Cuellar, who sits on the Appropriations Committee, said he expects panel members to take up the FY 2017 Labor, Health and Human Services, Education, and Related Agencies appropriations bill after Congress's July 4 recess.
He said he's pushing for a policy rider that would block the NLRB's decision in Browning-Ferris Industries of California Inc., 362 N.L.R.B. No. 186, 204 LRRM 1154 (2015).
The board expanded joint employer liability under federal labor law in Browning-Ferris by holding that a business may be liable as a joint employer if it indirectly controls an employment relationship or has reserved the right to do so.
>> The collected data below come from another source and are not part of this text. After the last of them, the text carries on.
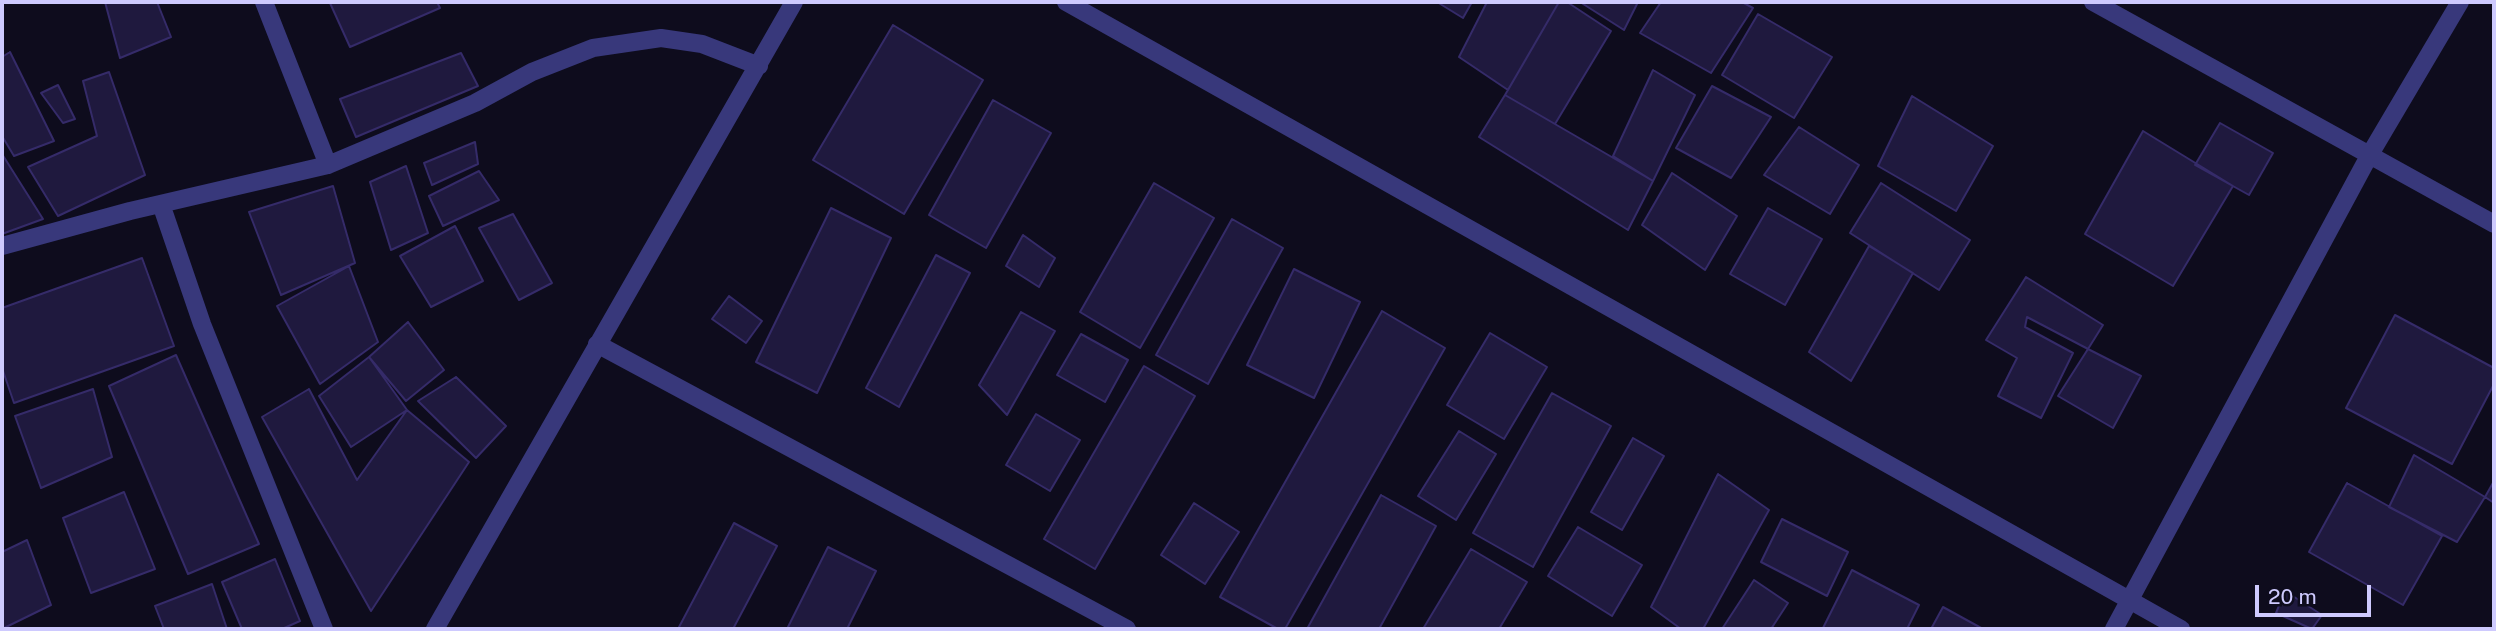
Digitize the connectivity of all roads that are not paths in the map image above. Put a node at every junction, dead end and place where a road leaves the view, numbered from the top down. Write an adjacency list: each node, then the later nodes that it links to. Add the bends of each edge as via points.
1 (264, 2): 8 (street)
2 (794, 2): 6 (street)
3 (1066, 2): 13 (street)
4 (2093, 2): 7 (street)
5 (2460, 2): 7 (street)
6 (758, 66): 8 (street, via 702,44 661,38 593,48); 12 (street)
7 (2369, 156): 10 (street); 13 (street)
8 (328, 165): 9 (street)
9 (162, 204): 11 (street); 14 (street, via 211,348)
10 (2494, 224)
11 (2, 246)
12 (597, 344): 15 (street); 16 (street)
13 (2129, 601): 17 (street); 18 (street)
14 (324, 629)
15 (435, 629)
16 (1127, 629)
17 (2114, 629)
18 (2182, 629)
The board said it was simply updating existing law to reflect modern workplace realities, but opponents have criticized a decision they say muddies the waters for employers across industries.
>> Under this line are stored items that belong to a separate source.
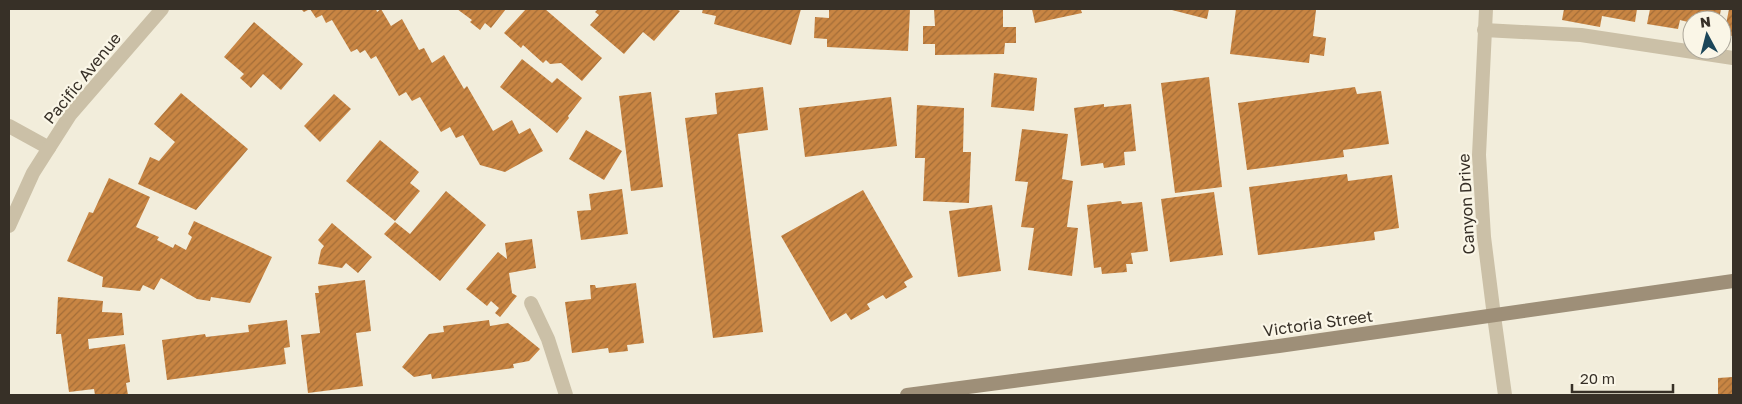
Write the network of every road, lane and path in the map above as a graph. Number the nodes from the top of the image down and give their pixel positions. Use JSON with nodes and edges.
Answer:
{"nodes":[{"id":1,"x":162,"y":9,"type":"edge"},
{"id":2,"x":1486,"y":9,"type":"edge"},
{"id":3,"x":1484,"y":30,"type":"junction"},
{"id":4,"x":1733,"y":58,"type":"edge"},
{"id":5,"x":9,"y":126,"type":"edge"},
{"id":6,"x":49,"y":148,"type":"junction"},
{"id":7,"x":9,"y":226,"type":"edge"},
{"id":8,"x":1733,"y":281,"type":"edge"},
{"id":9,"x":531,"y":303,"type":"dead end"},
{"id":10,"x":1494,"y":316,"type":"junction"},
{"id":11,"x":566,"y":395,"type":"edge"},
{"id":12,"x":907,"y":395,"type":"edge"},
{"id":13,"x":1505,"y":395,"type":"edge"}],
"edges":[{"from":1,"to":6,"type":"street","name":"Pacific Avenue"},
{"from":2,"to":3,"type":"street","name":"Canyon Drive"},
{"from":3,"to":4,"type":"street"},
{"from":3,"to":10,"type":"street","name":"Canyon Drive"},
{"from":5,"to":6,"type":"street"},
{"from":6,"to":7,"type":"street","name":"Pacific Avenue"},
{"from":8,"to":10,"type":"main road","name":"Victoria Street"},
{"from":9,"to":11,"type":"street"},
{"from":10,"to":12,"type":"main road","name":"Victoria Street"},
{"from":10,"to":13,"type":"street","name":"Canyon Drive"}]}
Critics of the decision were nearly able to add a rider onto last year's omnibus spending bill.
The U.S. Chamber of Commerce and International Franchise Association are expected to again lobby aggressively for the provision, but they'll likely need more Democratic support for it to be successful this time around.
Cuellar said the rider's fate likely will be determined late in the game, as lawmakers scramble to shore up federal government funding shortly before the end of the fiscal year.
Although Republican leaders in both chambers have said they want to move spending bills individually, Congress is expected to once again use a single omnibus package to fund the government in the next fiscal year.
That means Cuellar's rider—like others challenging a variety of Obama administration labor initiatives—will likely be negotiated behind closed doors instead of through the amendment process.
“The bottom line when you look at the legislative process is that there's one train that has to leave at the end of the year, and that's the appropriations bill,” Cuellar said. “The fight is not adding it in at the Appropriations Committee; the fight is going to be at the end of the year.”
Cuellar was speaking at an event hosted by the Chamber and the IFA. The groups rolled out a paper detailing what they say are the negative effects of the decision on franchise and small businesses.
Management-side lawyers who participated in the event said the board's analysis of whether a business should be considered a joint employer comes down to a vague determination about whether it controls the employment relationship of workers for a contractor, franchise or other related entity.
Harry I. Johnson, a former board member who wrote a dissenting opinion in the Browning-Ferris case, said that's left employers uncertain about their business relationships and potential liability.
“There is no device to just walk up to a set of employees and say well who is their employer?” said Johnson, now a partner at Morgan Lewis.
Johnson said the NLRB made clear that specifying an expected result in a contract with another entity will not alone make a business a joint employer. Still, the board said a business could be liable as a joint employer if it “affects the means or manner of the employees' work and terms of employment.”
“From the point of view of business planning, there is a vast gray area there,” Johnson said. “The fact is, a lot of us are going on intuition until the National Labor Relations Board fills in the dots.”
Supporters of the decision, including NLRB General Counsel Richard F. Griffin, have said the expanded standard will allow the board to consider employment relationships on a case-by-case basis.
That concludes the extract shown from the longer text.